- [Work order]
Retyping the records exactly, down to the last line, is the whole job.
[[ Data for review open ]]
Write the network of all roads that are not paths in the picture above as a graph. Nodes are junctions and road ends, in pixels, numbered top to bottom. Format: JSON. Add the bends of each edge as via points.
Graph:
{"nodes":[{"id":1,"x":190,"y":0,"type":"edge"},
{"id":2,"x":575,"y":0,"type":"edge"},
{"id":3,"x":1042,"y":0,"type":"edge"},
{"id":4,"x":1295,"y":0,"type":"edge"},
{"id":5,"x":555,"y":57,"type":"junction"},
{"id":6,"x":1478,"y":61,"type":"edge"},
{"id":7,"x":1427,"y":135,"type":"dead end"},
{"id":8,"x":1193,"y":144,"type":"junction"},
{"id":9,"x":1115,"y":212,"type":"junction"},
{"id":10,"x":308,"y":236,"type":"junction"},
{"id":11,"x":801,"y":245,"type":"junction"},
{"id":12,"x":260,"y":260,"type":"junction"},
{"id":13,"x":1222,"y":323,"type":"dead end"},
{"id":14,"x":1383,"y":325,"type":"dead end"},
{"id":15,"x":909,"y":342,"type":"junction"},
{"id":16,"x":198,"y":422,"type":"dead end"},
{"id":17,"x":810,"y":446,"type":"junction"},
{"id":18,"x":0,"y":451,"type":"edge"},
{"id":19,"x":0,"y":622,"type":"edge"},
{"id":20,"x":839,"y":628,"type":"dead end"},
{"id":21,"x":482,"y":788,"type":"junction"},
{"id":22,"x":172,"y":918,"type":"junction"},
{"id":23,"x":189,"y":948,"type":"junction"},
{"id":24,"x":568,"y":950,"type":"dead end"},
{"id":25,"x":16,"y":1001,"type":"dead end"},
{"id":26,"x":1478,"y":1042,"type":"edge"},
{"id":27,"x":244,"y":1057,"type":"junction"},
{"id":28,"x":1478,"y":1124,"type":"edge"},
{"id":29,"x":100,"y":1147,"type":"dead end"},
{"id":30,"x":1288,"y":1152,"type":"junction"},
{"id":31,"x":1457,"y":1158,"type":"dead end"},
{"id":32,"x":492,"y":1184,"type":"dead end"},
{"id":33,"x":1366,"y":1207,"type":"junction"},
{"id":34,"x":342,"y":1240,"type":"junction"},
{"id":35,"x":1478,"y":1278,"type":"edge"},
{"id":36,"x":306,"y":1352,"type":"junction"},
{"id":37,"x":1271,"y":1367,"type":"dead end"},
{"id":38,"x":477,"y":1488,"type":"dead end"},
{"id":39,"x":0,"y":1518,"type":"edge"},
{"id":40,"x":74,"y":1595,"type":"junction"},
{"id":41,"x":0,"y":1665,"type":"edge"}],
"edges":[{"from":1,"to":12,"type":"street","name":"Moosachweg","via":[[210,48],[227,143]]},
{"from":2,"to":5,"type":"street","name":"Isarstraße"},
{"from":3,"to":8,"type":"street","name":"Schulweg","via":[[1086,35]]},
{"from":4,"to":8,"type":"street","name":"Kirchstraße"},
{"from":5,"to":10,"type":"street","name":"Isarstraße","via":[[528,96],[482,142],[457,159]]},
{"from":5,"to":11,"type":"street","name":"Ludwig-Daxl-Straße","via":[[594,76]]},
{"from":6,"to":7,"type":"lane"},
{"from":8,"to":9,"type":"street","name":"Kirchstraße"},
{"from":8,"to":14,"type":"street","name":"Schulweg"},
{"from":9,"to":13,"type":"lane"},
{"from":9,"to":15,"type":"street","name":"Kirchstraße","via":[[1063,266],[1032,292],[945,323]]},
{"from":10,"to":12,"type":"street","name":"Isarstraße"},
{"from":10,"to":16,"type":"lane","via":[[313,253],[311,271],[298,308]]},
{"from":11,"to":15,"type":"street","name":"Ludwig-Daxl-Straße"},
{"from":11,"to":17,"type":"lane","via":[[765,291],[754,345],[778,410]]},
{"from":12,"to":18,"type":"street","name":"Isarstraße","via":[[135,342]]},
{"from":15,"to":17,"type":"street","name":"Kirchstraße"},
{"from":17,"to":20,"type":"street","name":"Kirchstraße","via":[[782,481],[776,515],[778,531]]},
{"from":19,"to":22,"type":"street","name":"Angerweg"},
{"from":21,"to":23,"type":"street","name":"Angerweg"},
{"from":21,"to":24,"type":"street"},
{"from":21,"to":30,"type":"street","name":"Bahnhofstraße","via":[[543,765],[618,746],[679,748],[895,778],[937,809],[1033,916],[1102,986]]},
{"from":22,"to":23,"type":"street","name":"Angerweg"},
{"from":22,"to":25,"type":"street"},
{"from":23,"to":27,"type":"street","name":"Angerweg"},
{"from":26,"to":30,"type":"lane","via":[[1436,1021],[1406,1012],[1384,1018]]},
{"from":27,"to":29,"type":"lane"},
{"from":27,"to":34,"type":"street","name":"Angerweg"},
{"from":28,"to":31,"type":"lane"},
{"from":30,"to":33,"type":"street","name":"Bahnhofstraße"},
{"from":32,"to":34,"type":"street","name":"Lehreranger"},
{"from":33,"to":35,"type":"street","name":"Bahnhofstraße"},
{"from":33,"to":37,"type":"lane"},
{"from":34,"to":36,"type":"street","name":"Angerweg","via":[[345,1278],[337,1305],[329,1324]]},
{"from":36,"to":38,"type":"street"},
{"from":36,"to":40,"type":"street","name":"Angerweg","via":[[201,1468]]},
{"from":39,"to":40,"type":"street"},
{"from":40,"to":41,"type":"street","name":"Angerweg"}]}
[[ Data for review closed ]]
- [Answer to the problem]
Write the network of all roads that are not paths in the picture above as a graph. Nodes are junctions and road ends, in pixels, numbered top to bottom. Format: JSON. Add the bends of each edge as via points.
Graph:
{"nodes":[{"id":1,"x":190,"y":0,"type":"edge"},
{"id":2,"x":575,"y":0,"type":"edge"},
{"id":3,"x":1042,"y":0,"type":"edge"},
{"id":4,"x":1295,"y":0,"type":"edge"},
{"id":5,"x":555,"y":57,"type":"junction"},
{"id":6,"x":1478,"y":61,"type":"edge"},
{"id":7,"x":1427,"y":135,"type":"dead end"},
{"id":8,"x":1193,"y":144,"type":"junction"},
{"id":9,"x":1115,"y":212,"type":"junction"},
{"id":10,"x":308,"y":236,"type":"junction"},
{"id":11,"x":801,"y":245,"type":"junction"},
{"id":12,"x":260,"y":260,"type":"junction"},
{"id":13,"x":1222,"y":323,"type":"dead end"},
{"id":14,"x":1383,"y":325,"type":"dead end"},
{"id":15,"x":909,"y":342,"type":"junction"},
{"id":16,"x":198,"y":422,"type":"dead end"},
{"id":17,"x":810,"y":446,"type":"junction"},
{"id":18,"x":0,"y":451,"type":"edge"},
{"id":19,"x":0,"y":622,"type":"edge"},
{"id":20,"x":839,"y":628,"type":"dead end"},
{"id":21,"x":482,"y":788,"type":"junction"},
{"id":22,"x":172,"y":918,"type":"junction"},
{"id":23,"x":189,"y":948,"type":"junction"},
{"id":24,"x":568,"y":950,"type":"dead end"},
{"id":25,"x":16,"y":1001,"type":"dead end"},
{"id":26,"x":1478,"y":1042,"type":"edge"},
{"id":27,"x":244,"y":1057,"type":"junction"},
{"id":28,"x":1478,"y":1124,"type":"edge"},
{"id":29,"x":100,"y":1147,"type":"dead end"},
{"id":30,"x":1288,"y":1152,"type":"junction"},
{"id":31,"x":1457,"y":1158,"type":"dead end"},
{"id":32,"x":492,"y":1184,"type":"dead end"},
{"id":33,"x":1366,"y":1207,"type":"junction"},
{"id":34,"x":342,"y":1240,"type":"junction"},
{"id":35,"x":1478,"y":1278,"type":"edge"},
{"id":36,"x":306,"y":1352,"type":"junction"},
{"id":37,"x":1271,"y":1367,"type":"dead end"},
{"id":38,"x":477,"y":1488,"type":"dead end"},
{"id":39,"x":0,"y":1518,"type":"edge"},
{"id":40,"x":74,"y":1595,"type":"junction"},
{"id":41,"x":0,"y":1665,"type":"edge"}],
"edges":[{"from":1,"to":12,"type":"street","name":"Moosachweg","via":[[210,48],[227,143]]},
{"from":2,"to":5,"type":"street","name":"Isarstraße"},
{"from":3,"to":8,"type":"street","name":"Schulweg","via":[[1086,35]]},
{"from":4,"to":8,"type":"street","name":"Kirchstraße"},
{"from":5,"to":10,"type":"street","name":"Isarstraße","via":[[528,96],[482,142],[457,159]]},
{"from":5,"to":11,"type":"street","name":"Ludwig-Daxl-Straße","via":[[594,76]]},
{"from":6,"to":7,"type":"lane"},
{"from":8,"to":9,"type":"street","name":"Kirchstraße"},
{"from":8,"to":14,"type":"street","name":"Schulweg"},
{"from":9,"to":13,"type":"lane"},
{"from":9,"to":15,"type":"street","name":"Kirchstraße","via":[[1063,266],[1032,292],[945,323]]},
{"from":10,"to":12,"type":"street","name":"Isarstraße"},
{"from":10,"to":16,"type":"lane","via":[[313,253],[311,271],[298,308]]},
{"from":11,"to":15,"type":"street","name":"Ludwig-Daxl-Straße"},
{"from":11,"to":17,"type":"lane","via":[[765,291],[754,345],[778,410]]},
{"from":12,"to":18,"type":"street","name":"Isarstraße","via":[[135,342]]},
{"from":15,"to":17,"type":"street","name":"Kirchstraße"},
{"from":17,"to":20,"type":"street","name":"Kirchstraße","via":[[782,481],[776,515],[778,531]]},
{"from":19,"to":22,"type":"street","name":"Angerweg"},
{"from":21,"to":23,"type":"street","name":"Angerweg"},
{"from":21,"to":24,"type":"street"},
{"from":21,"to":30,"type":"street","name":"Bahnhofstraße","via":[[543,765],[618,746],[679,748],[895,778],[937,809],[1033,916],[1102,986]]},
{"from":22,"to":23,"type":"street","name":"Angerweg"},
{"from":22,"to":25,"type":"street"},
{"from":23,"to":27,"type":"street","name":"Angerweg"},
{"from":26,"to":30,"type":"lane","via":[[1436,1021],[1406,1012],[1384,1018]]},
{"from":27,"to":29,"type":"lane"},
{"from":27,"to":34,"type":"street","name":"Angerweg"},
{"from":28,"to":31,"type":"lane"},
{"from":30,"to":33,"type":"street","name":"Bahnhofstraße"},
{"from":32,"to":34,"type":"street","name":"Lehreranger"},
{"from":33,"to":35,"type":"street","name":"Bahnhofstraße"},
{"from":33,"to":37,"type":"lane"},
{"from":34,"to":36,"type":"street","name":"Angerweg","via":[[345,1278],[337,1305],[329,1324]]},
{"from":36,"to":38,"type":"street"},
{"from":36,"to":40,"type":"street","name":"Angerweg","via":[[201,1468]]},
{"from":39,"to":40,"type":"street"},
{"from":40,"to":41,"type":"street","name":"Angerweg"}]}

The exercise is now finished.